Assignment: Report all lines below with the word "every".
(Beginning of Data for the task)
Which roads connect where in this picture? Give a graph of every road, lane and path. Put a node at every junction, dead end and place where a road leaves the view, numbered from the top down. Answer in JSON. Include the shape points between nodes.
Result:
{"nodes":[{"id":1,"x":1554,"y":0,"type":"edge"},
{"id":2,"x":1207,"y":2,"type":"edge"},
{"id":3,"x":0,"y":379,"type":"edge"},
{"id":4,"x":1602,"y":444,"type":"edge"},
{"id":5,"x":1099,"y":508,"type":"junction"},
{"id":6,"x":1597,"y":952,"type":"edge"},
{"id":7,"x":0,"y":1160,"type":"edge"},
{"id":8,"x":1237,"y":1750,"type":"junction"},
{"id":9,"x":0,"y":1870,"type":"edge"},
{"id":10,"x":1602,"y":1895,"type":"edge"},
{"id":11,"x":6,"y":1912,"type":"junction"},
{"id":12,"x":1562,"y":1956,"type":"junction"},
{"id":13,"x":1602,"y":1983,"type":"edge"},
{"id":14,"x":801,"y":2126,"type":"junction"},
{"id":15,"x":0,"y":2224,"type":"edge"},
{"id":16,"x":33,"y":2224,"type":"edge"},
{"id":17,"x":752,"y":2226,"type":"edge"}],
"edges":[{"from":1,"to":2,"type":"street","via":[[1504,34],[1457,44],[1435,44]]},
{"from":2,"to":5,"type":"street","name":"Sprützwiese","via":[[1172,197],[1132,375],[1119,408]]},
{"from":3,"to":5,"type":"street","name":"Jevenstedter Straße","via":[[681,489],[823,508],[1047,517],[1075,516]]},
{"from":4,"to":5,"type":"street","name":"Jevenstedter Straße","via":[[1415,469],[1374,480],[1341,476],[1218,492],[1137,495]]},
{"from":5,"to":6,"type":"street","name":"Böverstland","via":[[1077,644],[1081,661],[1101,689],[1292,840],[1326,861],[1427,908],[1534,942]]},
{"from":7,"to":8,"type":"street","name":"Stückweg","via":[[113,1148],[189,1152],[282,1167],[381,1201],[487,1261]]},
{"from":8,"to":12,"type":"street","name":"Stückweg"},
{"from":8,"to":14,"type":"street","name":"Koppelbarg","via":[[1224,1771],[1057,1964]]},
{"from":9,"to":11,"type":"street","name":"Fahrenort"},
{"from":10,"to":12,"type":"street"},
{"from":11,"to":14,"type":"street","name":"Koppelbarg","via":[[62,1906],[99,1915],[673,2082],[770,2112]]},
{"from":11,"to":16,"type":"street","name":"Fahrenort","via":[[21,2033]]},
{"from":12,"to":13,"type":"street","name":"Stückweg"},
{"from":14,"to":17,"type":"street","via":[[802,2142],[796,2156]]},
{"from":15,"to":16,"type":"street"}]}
(End of Data for the task)
(Beginning of Data for the task)
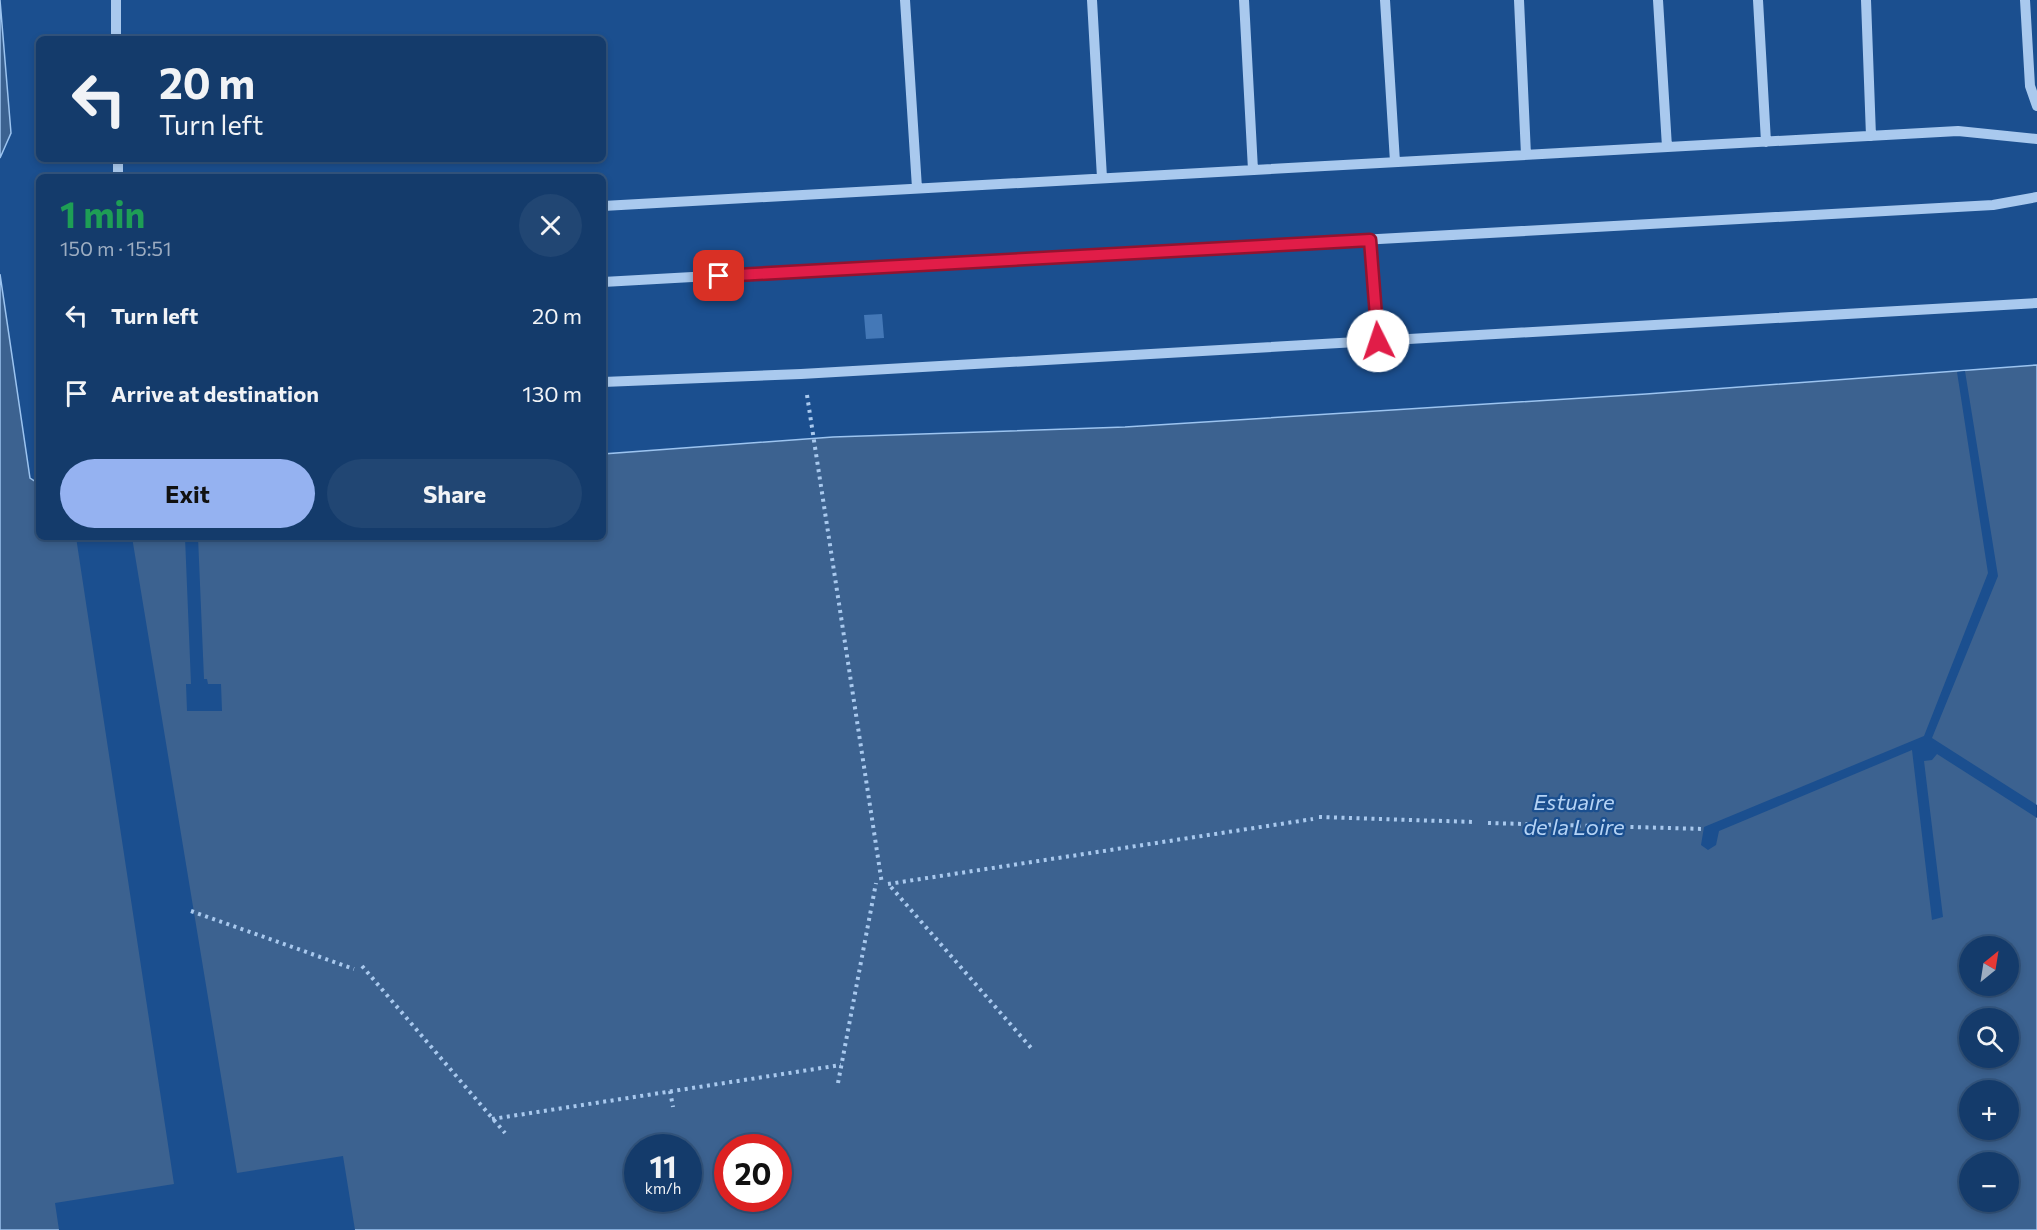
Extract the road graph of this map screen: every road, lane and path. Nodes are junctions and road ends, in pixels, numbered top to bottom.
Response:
(End of Data for the task)
(Beginning of Data for the task)
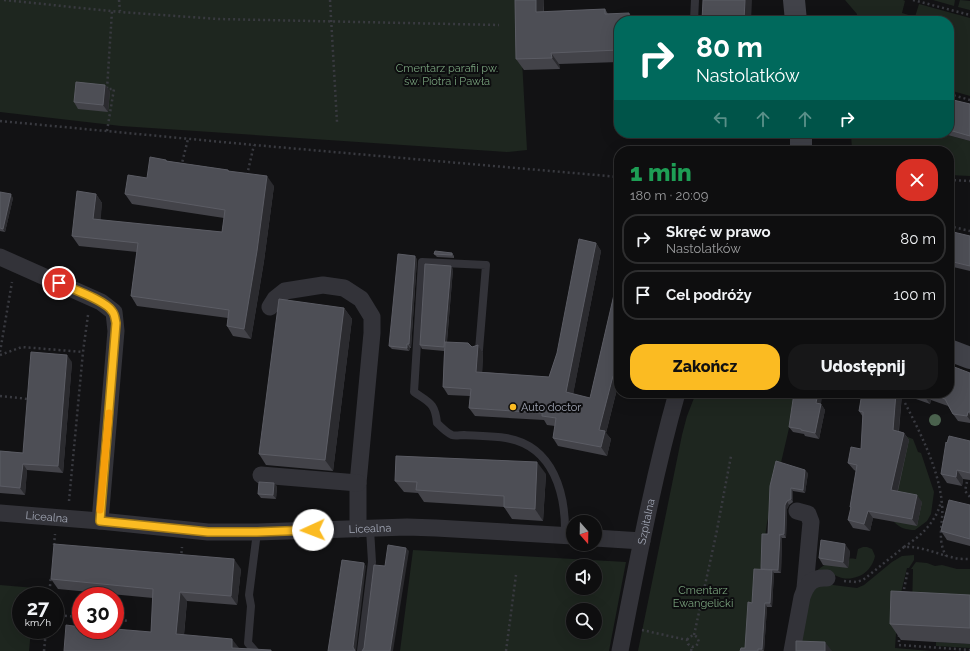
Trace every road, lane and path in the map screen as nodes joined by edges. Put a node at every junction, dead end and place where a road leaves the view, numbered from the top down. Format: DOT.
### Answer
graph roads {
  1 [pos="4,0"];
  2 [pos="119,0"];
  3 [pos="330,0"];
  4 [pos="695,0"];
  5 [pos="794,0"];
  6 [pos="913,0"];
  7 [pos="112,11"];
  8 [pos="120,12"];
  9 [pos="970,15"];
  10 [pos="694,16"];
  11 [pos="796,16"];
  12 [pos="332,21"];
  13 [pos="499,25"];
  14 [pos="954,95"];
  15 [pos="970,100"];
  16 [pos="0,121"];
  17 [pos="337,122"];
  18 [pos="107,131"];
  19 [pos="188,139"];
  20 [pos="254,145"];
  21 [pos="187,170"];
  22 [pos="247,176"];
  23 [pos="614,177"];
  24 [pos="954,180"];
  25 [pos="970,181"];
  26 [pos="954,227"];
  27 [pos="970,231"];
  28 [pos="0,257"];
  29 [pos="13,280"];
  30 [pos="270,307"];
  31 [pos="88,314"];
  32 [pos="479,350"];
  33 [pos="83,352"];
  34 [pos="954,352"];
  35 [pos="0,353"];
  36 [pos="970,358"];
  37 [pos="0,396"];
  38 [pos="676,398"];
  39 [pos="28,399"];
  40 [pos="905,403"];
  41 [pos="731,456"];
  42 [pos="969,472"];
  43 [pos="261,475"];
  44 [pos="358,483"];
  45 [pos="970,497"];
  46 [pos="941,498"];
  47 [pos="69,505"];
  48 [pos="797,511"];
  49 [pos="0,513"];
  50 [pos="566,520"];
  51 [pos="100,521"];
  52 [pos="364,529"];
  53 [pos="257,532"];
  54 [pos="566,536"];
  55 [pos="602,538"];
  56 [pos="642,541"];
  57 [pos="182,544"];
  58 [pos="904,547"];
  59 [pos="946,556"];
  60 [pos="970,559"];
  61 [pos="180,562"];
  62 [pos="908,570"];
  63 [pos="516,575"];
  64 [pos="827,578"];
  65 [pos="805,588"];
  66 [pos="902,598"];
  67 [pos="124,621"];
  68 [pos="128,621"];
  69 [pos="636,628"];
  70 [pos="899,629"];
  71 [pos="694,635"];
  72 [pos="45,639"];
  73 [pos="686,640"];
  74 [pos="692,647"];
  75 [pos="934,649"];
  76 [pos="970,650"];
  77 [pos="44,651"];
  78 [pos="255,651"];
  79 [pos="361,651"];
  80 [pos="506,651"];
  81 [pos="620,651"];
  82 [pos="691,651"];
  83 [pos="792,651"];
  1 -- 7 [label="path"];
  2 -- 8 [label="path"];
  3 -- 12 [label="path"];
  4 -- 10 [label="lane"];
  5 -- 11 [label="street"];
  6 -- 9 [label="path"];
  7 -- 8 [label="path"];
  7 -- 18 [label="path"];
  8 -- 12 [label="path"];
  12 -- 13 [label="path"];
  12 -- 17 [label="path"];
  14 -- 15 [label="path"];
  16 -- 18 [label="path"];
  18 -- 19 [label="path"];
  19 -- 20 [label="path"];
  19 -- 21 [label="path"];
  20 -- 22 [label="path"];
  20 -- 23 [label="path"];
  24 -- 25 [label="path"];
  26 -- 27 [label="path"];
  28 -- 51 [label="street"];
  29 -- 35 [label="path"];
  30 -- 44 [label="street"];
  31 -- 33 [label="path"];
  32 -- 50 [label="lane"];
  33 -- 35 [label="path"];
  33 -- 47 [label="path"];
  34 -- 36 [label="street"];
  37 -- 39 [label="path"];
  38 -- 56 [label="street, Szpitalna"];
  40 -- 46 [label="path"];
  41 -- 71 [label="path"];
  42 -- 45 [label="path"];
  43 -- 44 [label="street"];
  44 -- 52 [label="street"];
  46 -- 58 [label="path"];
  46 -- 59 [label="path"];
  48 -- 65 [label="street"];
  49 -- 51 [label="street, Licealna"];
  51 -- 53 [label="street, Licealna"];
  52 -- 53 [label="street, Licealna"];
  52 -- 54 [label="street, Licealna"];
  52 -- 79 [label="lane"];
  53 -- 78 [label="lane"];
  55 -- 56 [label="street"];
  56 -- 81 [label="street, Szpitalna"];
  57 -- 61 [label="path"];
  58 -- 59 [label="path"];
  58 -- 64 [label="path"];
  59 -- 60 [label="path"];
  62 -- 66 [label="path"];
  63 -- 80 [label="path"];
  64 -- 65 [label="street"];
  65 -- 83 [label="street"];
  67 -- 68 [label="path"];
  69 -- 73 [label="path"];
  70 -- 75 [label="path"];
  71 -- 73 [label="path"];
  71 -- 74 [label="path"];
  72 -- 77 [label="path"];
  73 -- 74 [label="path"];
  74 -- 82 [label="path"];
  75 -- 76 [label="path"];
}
(End of Data for the task)
Answer box:
Which roads connect where in this picture? Give a graph of every road, lane and path. Put a node at every junction, dead end and place where a road leaves the view, numbered from the top down. Answer in JSON. Include the shape points between nodes.
Extract the road graph of this map screen: every road, lane and path. Nodes are junctions and road ends, in pixels, numbered top to bottom.
Trace every road, lane and path in the map screen as nodes joined by edges. Put a node at every junction, dead end and place where a road leaves the view, numbered from the top down. Format: DOT.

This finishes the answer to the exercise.